Automating the triage and incident response for account misuse alerts
Well, here we are. Our fourth and final installment of this blog series on use cases that can benefit most from security automation. In case you've missed the prior posts, we have already covered automating the investigation of and response to phishing
Today we wrap up this series by talking about how security automation
can be applied to account misuse alerts. These are the types of alerts that usually come in the form of failed logins, account logouts, domain groups added, and so on.
Why Account Misuse?
Alerts related to account misuse are ripe for automation because they meet three of our four criteria
Account misuse alerts require fast response particularly when they are actually caused by a malicious act and involve privileged accounts. Without quick action, you're at risk of unauthorized access and in turn, fraudulent activities or a real data breach.
It’s important to note that account misuse alerts can often be false positives. Yes, a failed login alert could be an indicator of a brute force attack, but it could also just be the result of a user forgetting or fat-fingering their password. Thus, it’s important to reach a conclusive diagnosis as soon as possible. Security automation can be a big help in that regard.
So, without further ado, let’s go over a typical account misuse alert process flow or playbook
and see which areas can be improved through security automation.
As in any type of investigation, this stage entails gathering data from various sources to get better context of the situation. For account misuse alerts, you would typically gather information about the user account and host/endpoint involved in the alert. It would also help to gather historical data of those entities for even greater context. All this can be quickly gathered through automation.
In addition, your SOC team might also want to look into GeoIP data (say for example in the case of a VPN alert) to check whether the IP address involved and its current location make sense from the context of your organization’s current operations. Again, this information can be collected automatically.
Automated Analysis and First-Level Determination
In the previous use case examples, the security analyst would typically retrieve information such as hashes, URLs, IPs, etc., from different security solutions as well as threat intelligence sources, and then make decisions off of the collected information. With account misuse alerts, the process usually entails a greater degree of user involvement.
Let’s say your SOC team receives a failed login alert due to someone attempting to log in to a machine 10 different times and failing in all of them. Once your SOC team identifies the owner of the user account in question - perhaps through Active Directory or whatever user management tool you’re using - one of the things they would likely do is communicate with that person and ask if he or she actually performed those login attempts.
The reply the SOC gets from that user would then help analysts decide whether the incident requires further investigation. That verification process of communicating with a user and getting the information needed can be incredibly time consuming, especially in organizations with a large number of users. Fortunately, it can easily be expedited through automation.

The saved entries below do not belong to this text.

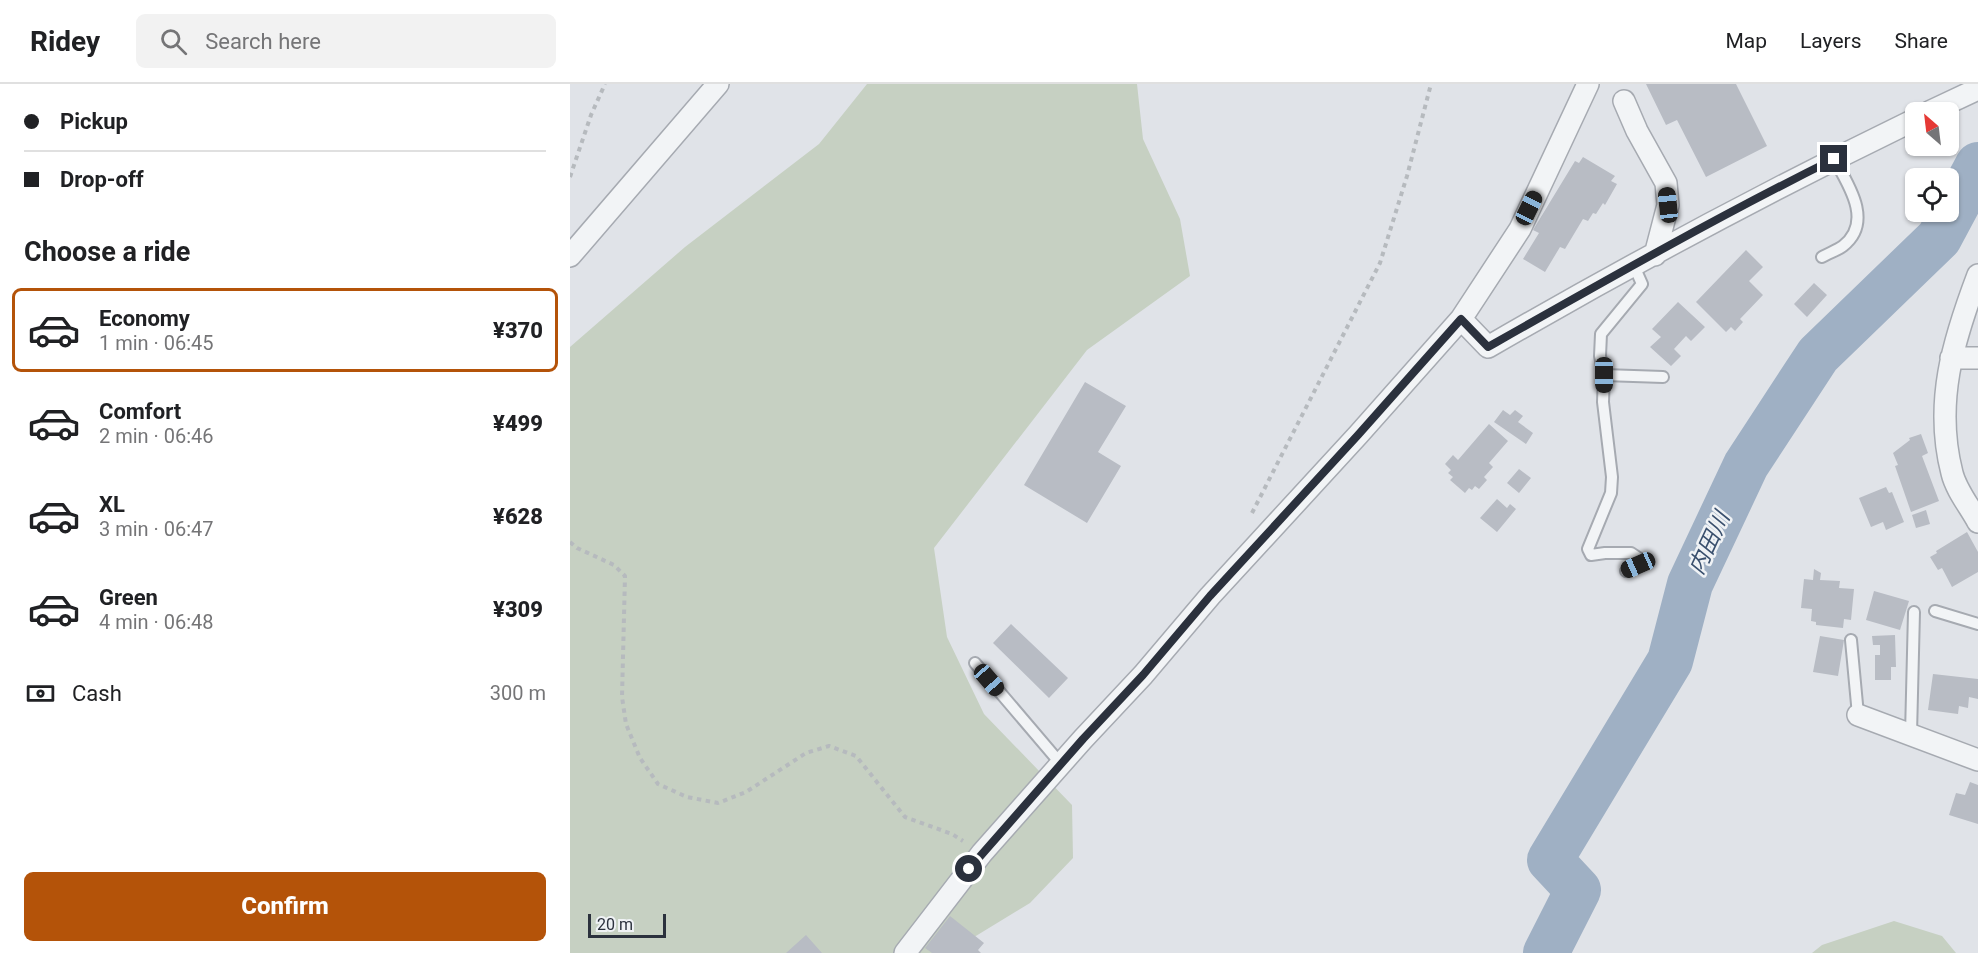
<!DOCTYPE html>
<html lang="en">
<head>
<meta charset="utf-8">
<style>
	:root { --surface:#fff; --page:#f2f2f2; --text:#202124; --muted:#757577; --line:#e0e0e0; --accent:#b45309 }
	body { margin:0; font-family:Roboto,"Noto Sans JP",sans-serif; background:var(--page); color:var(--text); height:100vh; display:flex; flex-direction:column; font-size:22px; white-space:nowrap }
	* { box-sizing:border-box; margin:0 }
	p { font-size:20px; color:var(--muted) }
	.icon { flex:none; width:33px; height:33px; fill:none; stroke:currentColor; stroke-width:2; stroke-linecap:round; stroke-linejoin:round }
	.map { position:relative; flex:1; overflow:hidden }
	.sheet { display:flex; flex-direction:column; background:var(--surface); width:570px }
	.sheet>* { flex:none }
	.guide { display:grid; align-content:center; height:132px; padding:0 24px; background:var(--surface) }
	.needle { width:39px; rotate:332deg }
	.controls { position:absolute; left:1335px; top:18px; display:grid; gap:12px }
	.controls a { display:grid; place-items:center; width:54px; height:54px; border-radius:9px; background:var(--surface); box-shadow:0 2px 4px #0004; font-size:30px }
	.scale { position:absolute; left:18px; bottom:15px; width:78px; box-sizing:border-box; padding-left:6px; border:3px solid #2b313d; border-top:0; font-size:16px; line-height:21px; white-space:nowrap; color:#2b313d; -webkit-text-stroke:4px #eff2f5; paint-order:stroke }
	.end { position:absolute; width:27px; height:27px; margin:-14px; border:8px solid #2b313d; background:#fff; box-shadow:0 0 0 3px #fff }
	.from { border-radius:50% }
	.car { position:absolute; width:18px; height:36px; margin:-18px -9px; border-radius:8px; box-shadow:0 0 4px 2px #0007; background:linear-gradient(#222 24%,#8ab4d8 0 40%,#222 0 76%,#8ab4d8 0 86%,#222 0) }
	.guide b { display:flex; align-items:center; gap:21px; height:57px; font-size:22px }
	.guide b+b { border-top:2px solid var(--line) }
	.guide i { width:15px; height:15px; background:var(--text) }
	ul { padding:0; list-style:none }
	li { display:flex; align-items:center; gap:18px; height:84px; margin:0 12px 9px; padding:0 12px; border:3px solid transparent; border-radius:9px }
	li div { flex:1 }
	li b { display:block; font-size:22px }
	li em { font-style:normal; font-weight:800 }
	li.current { border-color:var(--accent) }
	li>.icon { width:54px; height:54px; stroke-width:1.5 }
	h2 { padding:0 24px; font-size:27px; line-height:72px }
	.pay { display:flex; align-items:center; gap:15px; height:66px; padding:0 24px; font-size:22px }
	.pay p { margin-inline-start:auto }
	.button { display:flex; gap:12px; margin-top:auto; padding:12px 24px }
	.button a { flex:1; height:69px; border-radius:9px; background:var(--accent); color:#fff; font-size:24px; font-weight:800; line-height:69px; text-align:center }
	header { display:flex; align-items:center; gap:36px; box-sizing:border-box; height:84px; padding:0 30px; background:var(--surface); border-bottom:2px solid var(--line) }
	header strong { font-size:28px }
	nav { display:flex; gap:33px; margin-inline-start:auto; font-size:21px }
	.search { width:420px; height:54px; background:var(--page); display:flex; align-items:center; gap:15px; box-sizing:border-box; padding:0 21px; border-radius:9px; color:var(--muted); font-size:22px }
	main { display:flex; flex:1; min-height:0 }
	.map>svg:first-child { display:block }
	.green { fill:#c6d0c2 }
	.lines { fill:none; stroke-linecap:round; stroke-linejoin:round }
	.river { stroke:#9fb0c4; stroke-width:46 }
	.building { fill:#b8bcc4 }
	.service-casing { stroke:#a6aab1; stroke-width:14 }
	.minor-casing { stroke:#a6aab1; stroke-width:24 }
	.path { stroke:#b6babe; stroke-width:4; stroke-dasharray:4.5 4.5; stroke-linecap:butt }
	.service { stroke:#f2f4f6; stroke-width:10 }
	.minor { stroke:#f2f4f6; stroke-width:21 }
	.route { stroke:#2b313d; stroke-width:8 }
	.labels { text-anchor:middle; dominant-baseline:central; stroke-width:5; stroke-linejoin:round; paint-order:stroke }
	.water-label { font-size:22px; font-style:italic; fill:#394f6d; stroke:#eff2f5 }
</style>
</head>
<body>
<header>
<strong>Ridey</strong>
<div class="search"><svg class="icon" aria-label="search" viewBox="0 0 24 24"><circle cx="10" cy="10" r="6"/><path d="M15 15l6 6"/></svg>Search here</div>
<nav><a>Map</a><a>Layers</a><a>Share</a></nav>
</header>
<main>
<section class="sheet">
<div class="guide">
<b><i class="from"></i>Pickup</b>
<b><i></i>Drop-off</b>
</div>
<h2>Choose a ride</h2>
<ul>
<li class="current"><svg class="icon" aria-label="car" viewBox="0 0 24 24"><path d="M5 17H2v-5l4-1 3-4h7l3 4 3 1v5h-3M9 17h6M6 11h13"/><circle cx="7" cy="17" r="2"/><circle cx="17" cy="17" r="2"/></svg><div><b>Economy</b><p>1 min · 06:45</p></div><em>¥370</em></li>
<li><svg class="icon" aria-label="car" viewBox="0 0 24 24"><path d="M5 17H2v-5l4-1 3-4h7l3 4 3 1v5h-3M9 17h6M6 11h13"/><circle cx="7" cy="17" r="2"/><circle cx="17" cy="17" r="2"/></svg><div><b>Comfort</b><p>2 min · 06:46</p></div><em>¥499</em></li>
<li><svg class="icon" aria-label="car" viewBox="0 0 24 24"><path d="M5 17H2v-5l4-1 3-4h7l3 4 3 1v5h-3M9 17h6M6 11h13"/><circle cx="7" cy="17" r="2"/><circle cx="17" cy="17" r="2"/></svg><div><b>XL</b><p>3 min · 06:47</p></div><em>¥628</em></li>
<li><svg class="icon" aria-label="car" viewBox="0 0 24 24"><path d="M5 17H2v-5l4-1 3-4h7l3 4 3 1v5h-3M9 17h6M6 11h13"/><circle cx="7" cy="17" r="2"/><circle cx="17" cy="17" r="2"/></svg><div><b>Green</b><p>4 min · 06:48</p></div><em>¥309</em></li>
</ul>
<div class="pay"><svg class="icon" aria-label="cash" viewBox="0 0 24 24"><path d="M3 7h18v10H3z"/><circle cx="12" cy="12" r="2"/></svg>Cash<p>300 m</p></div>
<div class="button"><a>Confirm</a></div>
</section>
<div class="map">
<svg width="1408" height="869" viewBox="0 0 1408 869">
	<rect width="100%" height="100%" fill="#e0e3e8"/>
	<path class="green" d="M297,0H567L573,55L610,135L620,192L517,266L364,464L377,553L414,630L502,721L503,774L460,819L378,869H0V263L115,163L249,60Z
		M1324,837L1372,852L1386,869H1242L1252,861Z"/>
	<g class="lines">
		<path class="river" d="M976,869L1008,806L980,776L1100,577L1120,500L1176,381L1248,271L1369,154L1408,81"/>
	</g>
	<path class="building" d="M1076,0H1166L1197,62L1136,93L1107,36L1096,41Z
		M1013,73L1045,92L1041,97L1047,100L1035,121L1033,119L1026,130L1023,129L1018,137L1013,135L995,165L990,163L975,188L953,175L969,149L963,146L1005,77L1009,79Z
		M1176,166L1193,183L1179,197L1193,211L1170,235L1173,238L1165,247L1161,243L1156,248L1126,218Z
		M1244,199L1257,211L1237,233L1224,220Z
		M1108,218L1135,243L1121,257L1116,252L1104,265L1111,272L1101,282L1080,263L1091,253L1082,245Z
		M515,298L556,322L528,368L551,382L517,439L454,401Z
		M933,326L940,331L945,326L953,332L948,338L963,349L956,360L924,338Z
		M919,340L938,357L919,379L923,383L914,393L917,396L909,405L905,402L902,406L899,404L895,409L880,396L883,393L878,389L881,386L875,380L883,371L888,376Z
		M1351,350L1358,369L1352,372L1369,417L1341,428L1325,382L1328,381L1323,369L1340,356L1339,354Z
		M949,385L961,394L949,409L937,399Z
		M1316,403L1319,409L1322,408L1334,438L1316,446L1313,438L1301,443L1289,414Z
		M927,415L937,424L940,420L946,425L927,448L910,434Z
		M1356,426L1360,440L1346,444L1342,431Z
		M1397,448L1408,468V488L1382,503L1372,484L1368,486L1360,473L1367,469L1366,467Z
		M1244,485L1251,489L1250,496L1270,497L1269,504L1284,505L1281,536L1274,535L1273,544L1246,541V538L1241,537L1242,525L1231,524L1234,495L1243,496Z
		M1304,507L1339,517L1330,546L1296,536Z
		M441,540L498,594L479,614L423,559Z
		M1325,551L1326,583H1321V596H1305V571H1310V561H1303L1302,552Z
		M1250,552L1274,556L1268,592L1243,588Z
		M1363,590L1408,595V615L1399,613L1398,624L1389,622L1388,630L1358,626Z
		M1400,698L1408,701V740L1379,731L1386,709L1395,711Z
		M380,832L414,859L408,866L411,869H362L355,864Z
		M236,851L252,869H216Z"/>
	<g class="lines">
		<g class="service-casing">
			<path id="service" d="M1252,173C1259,169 1268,166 1273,162C1304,138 1278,100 1264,75
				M1064,182L1072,200L1031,250L1030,272L1034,291L1093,293
				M1034,291L1033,318L1042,393L1041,409L1018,465L1021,471L1035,469H1061L1070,475L1068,481L1056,487
				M1365,527L1408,540
				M1281,556L1288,631
				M405,579L491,680
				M1341,650L1344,528"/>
		</g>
		<g class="minor-casing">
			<path id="minor" d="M1054,17L1067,47L1096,99L1098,121L1085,171
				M1359,28L1408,5
				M0,172L148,0
				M1408,191C1383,257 1364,319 1382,389C1386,406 1400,423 1408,438
				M891,235L918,263C1058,182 1200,106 1346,35
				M1381,274H1408
				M1288,631L1408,676
				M335,869L412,769L513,655L573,591L640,512L788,351L891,235L950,145L1018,0"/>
		</g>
		<path class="path" d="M0,93L21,31L35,0
			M682,429L810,179L837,92L861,0
			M0,458L7,464L44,481L55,492L52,613L56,640L70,674L88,700L117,713L148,719L176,708L236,669L259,662L286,672L335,733L382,750L393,757"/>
		<use href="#service" class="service"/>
		<use href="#minor" class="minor"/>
	</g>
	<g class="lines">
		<path class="route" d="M399,785L513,655L573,591L640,512L788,351L891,235L918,263C1031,199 1147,133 1264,75"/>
	</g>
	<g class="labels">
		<g class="water-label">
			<text transform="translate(1139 459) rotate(-65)">内田川</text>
		</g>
	</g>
</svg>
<div class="controls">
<a><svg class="needle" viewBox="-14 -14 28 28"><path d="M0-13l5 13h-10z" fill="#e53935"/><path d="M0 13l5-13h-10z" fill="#757577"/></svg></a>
<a><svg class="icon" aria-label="locate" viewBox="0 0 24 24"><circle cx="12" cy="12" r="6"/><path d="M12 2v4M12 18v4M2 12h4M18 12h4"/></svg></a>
</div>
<div class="scale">20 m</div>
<i class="end from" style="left:399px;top:785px"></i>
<i class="end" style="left:1264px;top:75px"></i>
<i class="car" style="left:1098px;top:121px;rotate:354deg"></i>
<i class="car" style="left:959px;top:124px;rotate:26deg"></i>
<i class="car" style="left:1034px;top:291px;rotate:180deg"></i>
<i class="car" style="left:1068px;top:481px;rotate:246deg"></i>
<i class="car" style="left:419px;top:596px;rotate:139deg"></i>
</div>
</main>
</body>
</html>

When security analysts conduct a deeper investigation on potential account misuse alerts, their usual tasks involve looking into the activities of the user as well as the activities of the host and network. What they’ll be looking for are signs indicating either normal or irregular user/host/network behavior. If they find anomalies indicative of malicious activity, they could proceed to escalation and response.
Again, these repetitive, detailed tasks of fetching activity data - mostly from application, sensor, server and device logs, as well as other sources, like WMI or AD - can be automated to save precious time. Of course, the deep analysis of the aggregated information ultimately requires the hands-on expertise of a security analyst.
At this stage, after studying all the information and context gathered through automation, the analyst would have been able to reach a conclusion with a high degree of certainty. The analyst would then move on and carry out the appropriate response activities.
- Imposing restrictions on the user account or even suspending/disabling it to prevent it from inflicting damage further in the organization
- Notifying the user of the impending restrictions/suspensions
- Notifying the user’s manager - as well as the user himself/herself - of any impending investigation
- If the account misuse is deemed to be already in an advanced/high-risk stage, escalating the case to an incident response process
To minimize the risk of such incidents from happening again, the analyst would then update any relevant security policies.
We've said it before and it can't be stated enough - security automation doesn't replace the need for critical thinking by security analysts. What it offers is faster, better decision making by ensuring the right information is readily available in its most logical, usable form. This results in your team being able to increase its caseload capacity and reduce mean time to respond.
In closing out our series, we would like to remind you of our five rules of the road for any security operations team:
- Always automate data collection and enrichment
- Automate triage activities when possible
- Automation empowers (not replaces) human decision making
- Sensitive actions should be analyst assisted
- Embrace consistency...its value to security operations can't be overstated
The increasing sophistication and frequency of cyber attacks, paired with the shortage of skilled security talent, makes it imperative for you to maximize your existing threat investigation and response capabilities. Security automation can be a powerful tool in your security operations arsenal to drive greater process efficiency and effectiveness so your organization stays a step ahead of cyberthreats.